(Stored data entries)
=== Begin Enclosure ===

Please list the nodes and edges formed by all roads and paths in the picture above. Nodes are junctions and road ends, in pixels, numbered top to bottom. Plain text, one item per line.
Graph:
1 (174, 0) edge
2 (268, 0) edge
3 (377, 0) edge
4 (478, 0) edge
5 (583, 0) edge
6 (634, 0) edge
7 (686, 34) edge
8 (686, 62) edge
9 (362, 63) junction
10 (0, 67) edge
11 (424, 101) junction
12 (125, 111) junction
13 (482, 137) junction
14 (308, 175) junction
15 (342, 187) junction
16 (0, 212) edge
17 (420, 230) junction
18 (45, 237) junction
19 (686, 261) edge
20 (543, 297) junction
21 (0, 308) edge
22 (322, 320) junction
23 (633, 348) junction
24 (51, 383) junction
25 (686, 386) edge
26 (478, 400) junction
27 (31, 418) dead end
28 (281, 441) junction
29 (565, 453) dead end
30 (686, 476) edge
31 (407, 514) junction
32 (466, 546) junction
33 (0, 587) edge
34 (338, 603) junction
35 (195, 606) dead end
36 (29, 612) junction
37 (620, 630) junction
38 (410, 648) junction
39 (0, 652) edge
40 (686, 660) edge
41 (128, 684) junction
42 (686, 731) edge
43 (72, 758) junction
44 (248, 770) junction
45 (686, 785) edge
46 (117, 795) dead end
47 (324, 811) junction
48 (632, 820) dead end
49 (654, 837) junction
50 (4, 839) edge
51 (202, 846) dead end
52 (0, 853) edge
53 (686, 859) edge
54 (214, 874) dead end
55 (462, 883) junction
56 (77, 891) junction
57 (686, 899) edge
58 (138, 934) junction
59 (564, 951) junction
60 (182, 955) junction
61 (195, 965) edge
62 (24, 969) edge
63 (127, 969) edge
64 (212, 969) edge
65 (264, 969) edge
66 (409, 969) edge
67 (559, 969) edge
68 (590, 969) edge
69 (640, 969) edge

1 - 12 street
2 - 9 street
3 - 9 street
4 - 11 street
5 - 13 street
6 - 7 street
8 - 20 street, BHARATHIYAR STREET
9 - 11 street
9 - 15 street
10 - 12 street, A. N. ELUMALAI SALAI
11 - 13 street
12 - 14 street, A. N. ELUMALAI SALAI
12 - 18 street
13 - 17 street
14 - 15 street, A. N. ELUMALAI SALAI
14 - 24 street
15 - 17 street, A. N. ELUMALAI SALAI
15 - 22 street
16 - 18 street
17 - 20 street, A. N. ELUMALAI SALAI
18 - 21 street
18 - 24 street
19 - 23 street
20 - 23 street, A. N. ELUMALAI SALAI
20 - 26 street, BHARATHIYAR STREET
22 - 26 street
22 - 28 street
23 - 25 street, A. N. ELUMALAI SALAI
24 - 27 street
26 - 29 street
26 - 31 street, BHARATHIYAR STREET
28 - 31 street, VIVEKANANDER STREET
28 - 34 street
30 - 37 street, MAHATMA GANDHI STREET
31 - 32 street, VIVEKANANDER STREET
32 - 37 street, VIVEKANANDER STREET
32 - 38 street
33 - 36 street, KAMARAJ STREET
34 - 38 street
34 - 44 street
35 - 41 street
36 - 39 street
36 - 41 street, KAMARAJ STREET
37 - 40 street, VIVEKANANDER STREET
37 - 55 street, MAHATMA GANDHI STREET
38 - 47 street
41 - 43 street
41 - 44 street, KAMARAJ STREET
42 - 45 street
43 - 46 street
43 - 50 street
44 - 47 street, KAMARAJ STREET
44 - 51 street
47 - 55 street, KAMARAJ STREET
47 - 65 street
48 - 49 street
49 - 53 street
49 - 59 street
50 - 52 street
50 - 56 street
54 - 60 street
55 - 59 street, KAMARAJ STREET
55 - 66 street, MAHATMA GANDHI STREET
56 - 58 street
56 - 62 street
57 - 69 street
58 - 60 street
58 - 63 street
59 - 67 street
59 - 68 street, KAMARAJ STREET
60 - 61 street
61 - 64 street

=== End Enclosure ===
=== Begin Enclosure ===

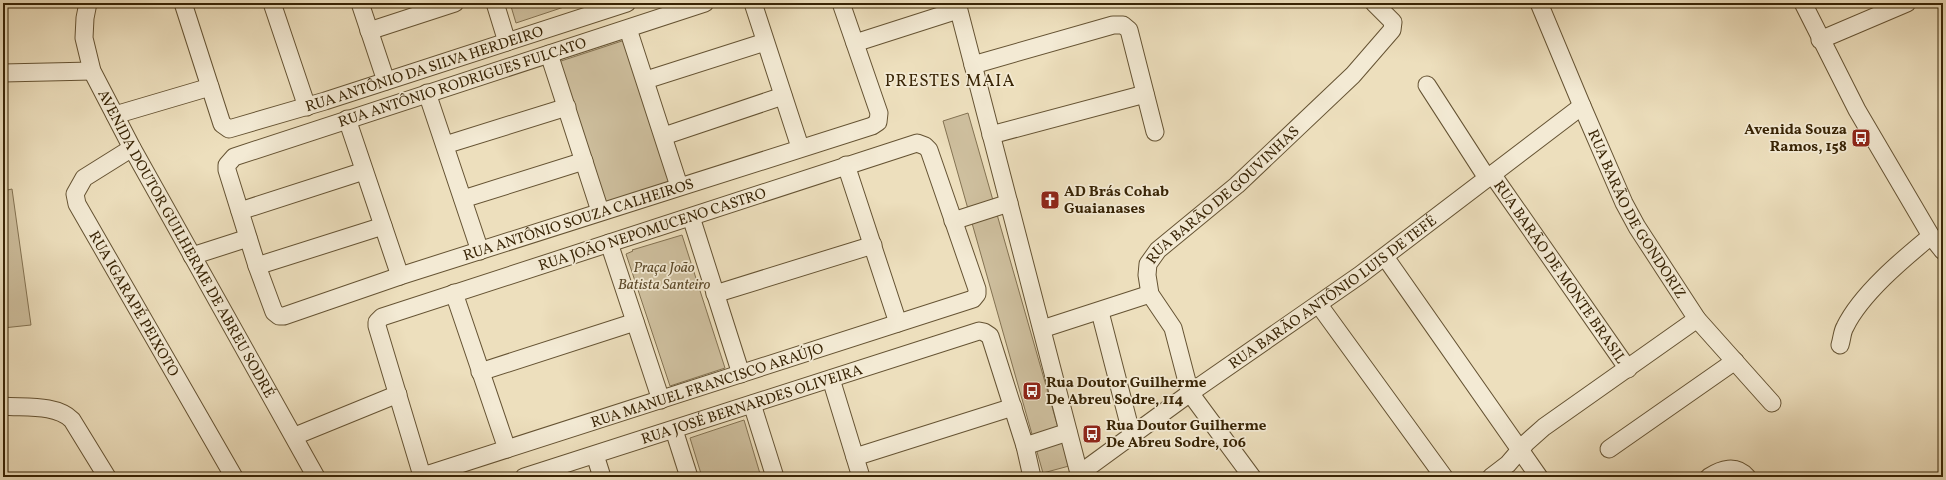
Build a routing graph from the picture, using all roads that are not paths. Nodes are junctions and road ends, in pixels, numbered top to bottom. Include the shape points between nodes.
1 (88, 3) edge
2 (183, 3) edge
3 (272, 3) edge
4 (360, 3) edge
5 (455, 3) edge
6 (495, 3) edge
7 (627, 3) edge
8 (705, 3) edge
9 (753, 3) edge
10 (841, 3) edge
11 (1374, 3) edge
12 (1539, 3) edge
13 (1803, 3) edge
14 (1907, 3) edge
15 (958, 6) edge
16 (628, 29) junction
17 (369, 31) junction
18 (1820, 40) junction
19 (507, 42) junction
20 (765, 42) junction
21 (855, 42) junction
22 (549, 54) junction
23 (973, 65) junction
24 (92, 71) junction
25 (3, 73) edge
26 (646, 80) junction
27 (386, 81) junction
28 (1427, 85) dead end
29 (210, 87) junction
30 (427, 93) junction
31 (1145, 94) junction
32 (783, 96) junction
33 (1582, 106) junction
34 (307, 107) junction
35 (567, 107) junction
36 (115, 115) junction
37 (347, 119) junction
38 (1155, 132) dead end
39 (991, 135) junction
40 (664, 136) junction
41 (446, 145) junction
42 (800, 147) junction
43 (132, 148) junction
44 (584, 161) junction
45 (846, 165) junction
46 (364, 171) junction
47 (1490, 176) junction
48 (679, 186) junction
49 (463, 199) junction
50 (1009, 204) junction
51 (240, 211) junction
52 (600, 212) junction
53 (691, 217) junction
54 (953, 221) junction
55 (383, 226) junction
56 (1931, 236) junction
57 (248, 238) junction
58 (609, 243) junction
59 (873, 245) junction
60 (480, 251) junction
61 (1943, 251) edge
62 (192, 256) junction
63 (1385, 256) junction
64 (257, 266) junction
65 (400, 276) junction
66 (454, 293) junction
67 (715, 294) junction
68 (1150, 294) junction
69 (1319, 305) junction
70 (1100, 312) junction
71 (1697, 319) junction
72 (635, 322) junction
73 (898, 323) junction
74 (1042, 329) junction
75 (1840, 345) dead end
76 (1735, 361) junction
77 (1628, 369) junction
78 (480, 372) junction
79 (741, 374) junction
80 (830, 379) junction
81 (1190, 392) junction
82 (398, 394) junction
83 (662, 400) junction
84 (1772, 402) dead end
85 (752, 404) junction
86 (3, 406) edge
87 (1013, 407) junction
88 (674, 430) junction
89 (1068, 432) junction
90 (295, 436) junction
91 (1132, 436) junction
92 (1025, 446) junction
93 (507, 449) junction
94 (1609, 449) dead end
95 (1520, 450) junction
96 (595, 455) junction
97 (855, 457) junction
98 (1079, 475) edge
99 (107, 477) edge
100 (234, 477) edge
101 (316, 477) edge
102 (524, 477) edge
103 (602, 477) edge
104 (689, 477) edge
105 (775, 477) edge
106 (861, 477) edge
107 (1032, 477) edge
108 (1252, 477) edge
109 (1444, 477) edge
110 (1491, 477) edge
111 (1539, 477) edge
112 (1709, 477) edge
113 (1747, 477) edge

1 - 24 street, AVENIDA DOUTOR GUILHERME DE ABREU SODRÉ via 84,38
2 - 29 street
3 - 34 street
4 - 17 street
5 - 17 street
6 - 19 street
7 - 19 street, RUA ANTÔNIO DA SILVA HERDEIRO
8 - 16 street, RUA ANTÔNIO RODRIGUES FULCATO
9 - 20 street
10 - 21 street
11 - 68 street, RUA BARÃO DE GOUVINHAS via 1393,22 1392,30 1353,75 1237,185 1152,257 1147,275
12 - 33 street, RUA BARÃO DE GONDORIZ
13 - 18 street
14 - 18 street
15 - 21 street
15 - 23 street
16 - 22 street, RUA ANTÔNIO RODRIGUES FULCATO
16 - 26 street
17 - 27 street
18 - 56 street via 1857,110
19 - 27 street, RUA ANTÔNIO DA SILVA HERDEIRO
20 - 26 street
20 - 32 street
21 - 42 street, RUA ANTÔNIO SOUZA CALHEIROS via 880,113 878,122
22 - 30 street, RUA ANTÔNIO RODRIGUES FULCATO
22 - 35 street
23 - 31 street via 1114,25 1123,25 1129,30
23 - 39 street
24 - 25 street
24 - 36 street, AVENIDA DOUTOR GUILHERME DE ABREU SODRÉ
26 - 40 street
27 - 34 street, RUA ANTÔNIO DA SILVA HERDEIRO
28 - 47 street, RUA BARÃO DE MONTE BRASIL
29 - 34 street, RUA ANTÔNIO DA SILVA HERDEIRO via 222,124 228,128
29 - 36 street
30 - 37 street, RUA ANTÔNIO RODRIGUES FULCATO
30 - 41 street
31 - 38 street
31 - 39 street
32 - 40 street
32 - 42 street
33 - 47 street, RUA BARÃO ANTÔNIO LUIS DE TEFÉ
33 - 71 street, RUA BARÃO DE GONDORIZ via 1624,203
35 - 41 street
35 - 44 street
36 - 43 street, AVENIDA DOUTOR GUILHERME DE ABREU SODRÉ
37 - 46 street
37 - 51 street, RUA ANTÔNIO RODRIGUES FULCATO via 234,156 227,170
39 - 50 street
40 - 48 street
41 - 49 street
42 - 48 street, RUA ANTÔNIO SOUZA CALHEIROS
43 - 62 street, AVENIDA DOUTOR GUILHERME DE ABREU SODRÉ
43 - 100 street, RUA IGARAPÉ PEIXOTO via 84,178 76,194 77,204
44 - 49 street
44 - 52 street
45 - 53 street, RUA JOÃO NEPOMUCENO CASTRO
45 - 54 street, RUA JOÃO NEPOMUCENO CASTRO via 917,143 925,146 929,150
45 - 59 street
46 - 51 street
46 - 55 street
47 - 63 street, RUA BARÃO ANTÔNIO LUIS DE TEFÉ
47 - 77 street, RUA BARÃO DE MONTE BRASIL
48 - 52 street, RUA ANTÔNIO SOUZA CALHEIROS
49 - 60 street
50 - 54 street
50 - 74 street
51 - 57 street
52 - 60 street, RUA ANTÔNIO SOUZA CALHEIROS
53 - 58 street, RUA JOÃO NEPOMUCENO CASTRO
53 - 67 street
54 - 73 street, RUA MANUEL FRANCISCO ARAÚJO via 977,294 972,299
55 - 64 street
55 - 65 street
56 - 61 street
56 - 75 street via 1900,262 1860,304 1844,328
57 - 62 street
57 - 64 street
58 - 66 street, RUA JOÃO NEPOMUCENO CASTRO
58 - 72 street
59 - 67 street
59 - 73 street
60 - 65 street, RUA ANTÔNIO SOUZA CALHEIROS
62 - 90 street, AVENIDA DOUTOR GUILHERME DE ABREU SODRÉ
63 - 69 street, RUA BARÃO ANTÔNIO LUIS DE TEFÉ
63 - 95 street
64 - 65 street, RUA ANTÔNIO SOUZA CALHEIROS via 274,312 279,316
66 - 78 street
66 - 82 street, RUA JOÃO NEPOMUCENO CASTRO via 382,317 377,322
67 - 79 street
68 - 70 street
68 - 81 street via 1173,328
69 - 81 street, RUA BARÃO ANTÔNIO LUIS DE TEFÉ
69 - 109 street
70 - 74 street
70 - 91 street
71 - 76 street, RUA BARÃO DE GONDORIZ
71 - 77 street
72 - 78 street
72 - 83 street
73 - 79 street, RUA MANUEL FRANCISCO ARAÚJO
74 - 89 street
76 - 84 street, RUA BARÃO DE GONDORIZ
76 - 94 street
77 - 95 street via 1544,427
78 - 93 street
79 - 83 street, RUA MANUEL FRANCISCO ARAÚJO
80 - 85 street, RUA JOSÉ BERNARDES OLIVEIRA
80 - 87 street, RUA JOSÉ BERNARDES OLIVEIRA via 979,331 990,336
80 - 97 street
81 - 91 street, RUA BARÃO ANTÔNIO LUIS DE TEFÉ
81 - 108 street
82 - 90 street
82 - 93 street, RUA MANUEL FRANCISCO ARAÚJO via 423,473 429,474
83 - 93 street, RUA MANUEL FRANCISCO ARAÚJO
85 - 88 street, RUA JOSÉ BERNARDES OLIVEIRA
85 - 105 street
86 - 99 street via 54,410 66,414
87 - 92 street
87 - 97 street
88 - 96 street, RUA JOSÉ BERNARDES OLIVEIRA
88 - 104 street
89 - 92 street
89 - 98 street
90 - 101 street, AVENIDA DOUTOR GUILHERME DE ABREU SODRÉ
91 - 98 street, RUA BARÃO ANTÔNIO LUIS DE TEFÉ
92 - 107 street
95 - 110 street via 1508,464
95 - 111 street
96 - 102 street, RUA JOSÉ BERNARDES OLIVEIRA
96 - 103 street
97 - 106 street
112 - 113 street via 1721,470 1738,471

=== End Enclosure ===
=== Begin Enclosure ===

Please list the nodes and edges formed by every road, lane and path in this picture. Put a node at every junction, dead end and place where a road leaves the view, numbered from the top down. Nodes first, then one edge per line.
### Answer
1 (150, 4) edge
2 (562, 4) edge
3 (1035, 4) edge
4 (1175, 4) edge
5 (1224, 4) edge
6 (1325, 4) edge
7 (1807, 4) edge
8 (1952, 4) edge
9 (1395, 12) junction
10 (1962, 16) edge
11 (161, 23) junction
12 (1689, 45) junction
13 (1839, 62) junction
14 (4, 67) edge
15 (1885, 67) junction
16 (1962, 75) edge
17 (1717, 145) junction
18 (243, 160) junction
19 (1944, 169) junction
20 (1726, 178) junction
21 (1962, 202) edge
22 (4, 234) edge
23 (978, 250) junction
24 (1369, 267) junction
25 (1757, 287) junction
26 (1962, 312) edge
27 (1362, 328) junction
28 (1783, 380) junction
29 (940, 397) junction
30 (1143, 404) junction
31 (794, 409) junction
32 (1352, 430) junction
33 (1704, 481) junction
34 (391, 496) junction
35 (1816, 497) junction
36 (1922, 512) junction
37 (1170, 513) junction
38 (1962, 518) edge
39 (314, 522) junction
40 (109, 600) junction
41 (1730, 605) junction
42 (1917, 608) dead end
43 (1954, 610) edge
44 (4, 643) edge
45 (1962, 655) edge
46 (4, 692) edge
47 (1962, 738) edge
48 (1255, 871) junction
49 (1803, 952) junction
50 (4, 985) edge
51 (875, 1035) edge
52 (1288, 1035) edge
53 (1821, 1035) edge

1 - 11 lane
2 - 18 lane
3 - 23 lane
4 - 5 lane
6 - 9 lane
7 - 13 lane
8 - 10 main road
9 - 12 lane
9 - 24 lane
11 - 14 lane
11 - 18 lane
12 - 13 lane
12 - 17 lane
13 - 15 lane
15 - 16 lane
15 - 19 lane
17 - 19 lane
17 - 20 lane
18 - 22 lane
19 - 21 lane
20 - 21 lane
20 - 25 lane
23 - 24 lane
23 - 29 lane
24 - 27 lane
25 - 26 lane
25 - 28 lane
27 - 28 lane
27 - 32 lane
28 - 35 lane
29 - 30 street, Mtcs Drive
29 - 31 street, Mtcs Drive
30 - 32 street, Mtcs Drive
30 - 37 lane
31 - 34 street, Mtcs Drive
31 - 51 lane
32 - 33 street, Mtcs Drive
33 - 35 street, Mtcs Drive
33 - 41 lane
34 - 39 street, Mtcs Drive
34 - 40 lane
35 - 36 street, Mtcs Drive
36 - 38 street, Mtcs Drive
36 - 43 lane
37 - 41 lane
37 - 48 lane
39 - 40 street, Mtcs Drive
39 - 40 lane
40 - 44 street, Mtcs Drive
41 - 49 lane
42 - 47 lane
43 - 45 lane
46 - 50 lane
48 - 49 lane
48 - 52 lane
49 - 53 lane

=== End Enclosure ===

◆ Exercise description ◆
Return every line holding the word "pixels" from the records.

◆ Solution to this task ◆
Please list the nodes and edges formed by all roads and paths in the picture above. Nodes are junctions and road ends, in pixels, numbered top to bottom. Plain text, one item per line.
Build a routing graph from the picture, using all roads that are not paths. Nodes are junctions and road ends, in pixels, numbered top to bottom. Include the shape points between nodes.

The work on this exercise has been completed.